29-latek z Pstrągówki (powiat strzyżowski) miał zamiar wcześniej się położyć spać, ale warkot kosiarki spalinowej za oknem nie pozwalał mu zmrużyć oka. Wkurzony postanowił uciszyć sąsiada i dać mu nauczkę. Wybiegł w samych majtkach z pistoletem w ręku i zaatakował pielęgnującego trawnik mężczyznę.
Wszystko działo się około godz. 21. Agresor najpierw wystrzelił w górę, następnie wycelował lufę pistoletu w swoją ofiarę. Zaskoczony sąsiad rzucił się na napastnika i powalił go na ziemię. Na odsiecz ruszył mu jeszcze jeden z domowników. Wspólnymi siłami obezwładnili strzelca i przetrzymali go do czasu przyjazdu patrolu policji.
Okazało się, że sprawca awantury jest pijany. Badanie alkomatem wykazało, że ma 1,82 promila alkoholu w organizmie.

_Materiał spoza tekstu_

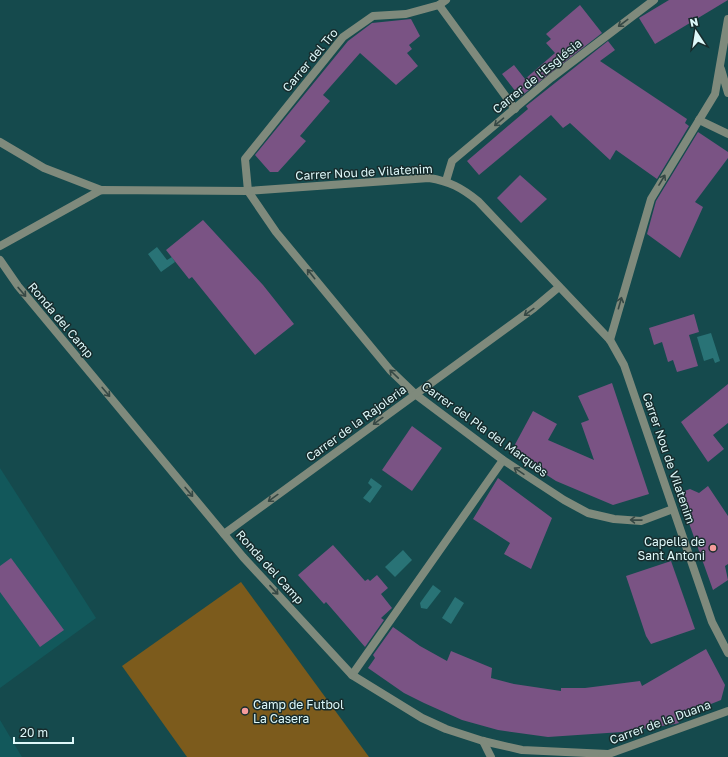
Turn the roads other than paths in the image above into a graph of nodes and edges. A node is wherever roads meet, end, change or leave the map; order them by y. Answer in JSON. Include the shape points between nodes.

Sprawdzono też broń, której mężczyzna używał. Wyszło na jaw, że to pistolet gazowy kalibru 9 mm, który wymaga pozwolenia. A tego 29-latek nie miał. Choć używał amunicji hukowej, popełnił poważne przestępstwo. Odpowie za nielegalne posiada broni oraz groźny kierowane wobec sąsiada. Grozi mu do 8 lat więzienia.